More homeless in Kingston hotel, reversing Baker's work on permanent housing

More homeless in Kingston hotel, reversing Baker's work on permanent housing

KINGSTON - The number of homeless people being housed in a hotel in Kingston has grown in the last two weeks to roughly 200. It likely means that the governor-elect, Maura Healey, will have to deal with a problem that has long perplexed her predecessors: the practice of using hotels to house the homeless.

In more than two weeks, two babies have been born and brought home to the Baymont hotel, five children have enrolled in Kingston schools, and there is no near term plan to place the residents elsewhere.

"The challenge they're having is it's expensive, there's a shortage of housing and frankly from what I understand there seems to be some hesitance by property owners to lease on longer term basis from the state," said Kingston Town Administrator Keith Hickey.

For years, Governor Charlie Baker mounted a campaign to stop sheltering the homeless in hotels.

Katie Young, a tutor for School on Wheels, a non-profit serving homeless children, recalls that teaching kids in hotels was not a pretty picture.

"It was a place where the parents would just allow the children to walk down the hall and into the tutoring.
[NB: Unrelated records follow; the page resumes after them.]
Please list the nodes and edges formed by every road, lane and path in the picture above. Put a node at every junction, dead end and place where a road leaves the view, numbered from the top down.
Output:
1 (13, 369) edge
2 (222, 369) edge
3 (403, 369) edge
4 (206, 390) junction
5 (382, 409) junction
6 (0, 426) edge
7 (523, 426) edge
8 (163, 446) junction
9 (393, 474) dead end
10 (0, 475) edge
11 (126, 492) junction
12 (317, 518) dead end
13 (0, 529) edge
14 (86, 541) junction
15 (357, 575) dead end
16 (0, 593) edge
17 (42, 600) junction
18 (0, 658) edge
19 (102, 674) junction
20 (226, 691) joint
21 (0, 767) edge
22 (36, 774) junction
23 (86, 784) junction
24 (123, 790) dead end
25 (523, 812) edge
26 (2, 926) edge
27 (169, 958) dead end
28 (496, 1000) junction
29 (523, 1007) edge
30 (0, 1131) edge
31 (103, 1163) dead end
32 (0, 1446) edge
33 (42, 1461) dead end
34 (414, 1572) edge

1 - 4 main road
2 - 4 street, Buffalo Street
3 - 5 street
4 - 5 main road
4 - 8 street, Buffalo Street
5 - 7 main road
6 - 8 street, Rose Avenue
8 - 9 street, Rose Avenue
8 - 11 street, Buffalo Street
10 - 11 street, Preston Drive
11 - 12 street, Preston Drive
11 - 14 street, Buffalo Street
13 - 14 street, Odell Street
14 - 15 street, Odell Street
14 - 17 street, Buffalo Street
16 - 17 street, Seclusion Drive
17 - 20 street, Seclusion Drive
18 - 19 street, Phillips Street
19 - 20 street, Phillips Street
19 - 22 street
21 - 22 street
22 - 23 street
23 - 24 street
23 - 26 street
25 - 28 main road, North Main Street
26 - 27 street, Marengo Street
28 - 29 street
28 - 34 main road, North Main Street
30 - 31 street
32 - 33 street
They didn't always know that the children made it there," Young said.

Now, an immigration wave is reversing Baker's progress. There are 230 people housed in hotels according to the latest state numbers. Massachusetts is also a right to shelter state, meaning it is mandated to provide emergency shelter to anyone who needs it.

Plymouth Area Coalition CEO, Sue Giovanetti, normally manages a family shelter in Kingston. Now, she is in charge of caring for the people at the hotel too. She says the state and local services are doing their best to provide the same quality of care to these residents as they would to people housed in shelters.
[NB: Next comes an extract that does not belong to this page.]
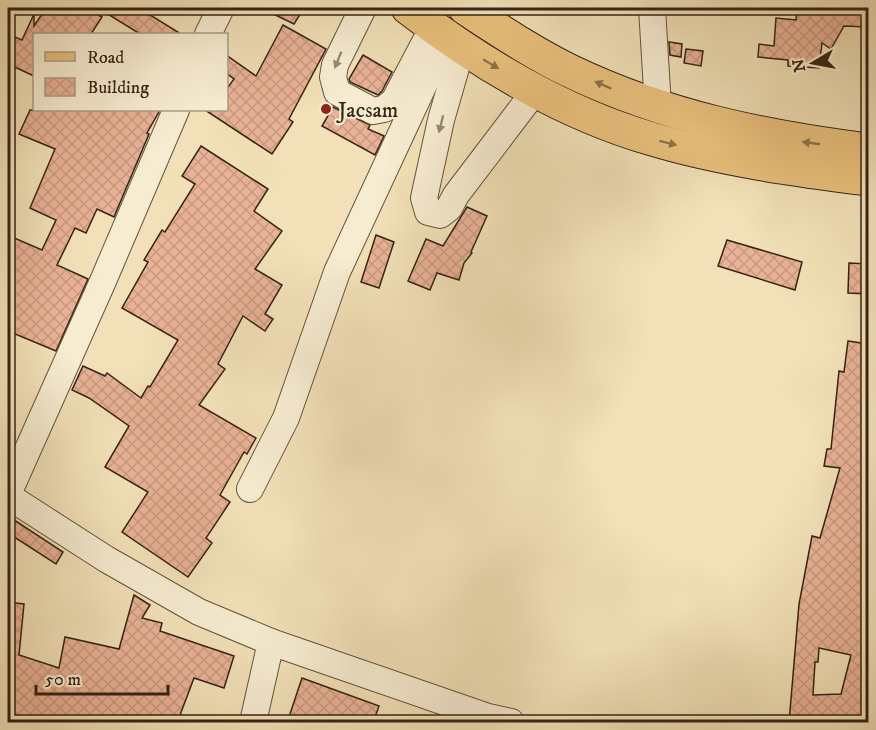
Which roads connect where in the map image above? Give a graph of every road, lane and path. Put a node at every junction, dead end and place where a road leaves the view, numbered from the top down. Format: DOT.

"They're all getting personal care products as they need them, certainly diapers," Giovanetti said, "We have 24-hour security on hand at all times, we have multiple staff onsite."

Giovanetti said that re-housing managers have been connected with the hotel residents to discuss more permanent housing options. At the same time, the state is grappling with a housing shortage.

According to a spokesperson for the Executive Office of Housing and Economic Development, the Baker Administration proposed significant investments in housing which the Legislature did not pass. The Governor proposed spending $1 billion in American Rescue Plan Act funds on affordable home ownership and rental opportunities, but the Legislature approved the spending of about half of that.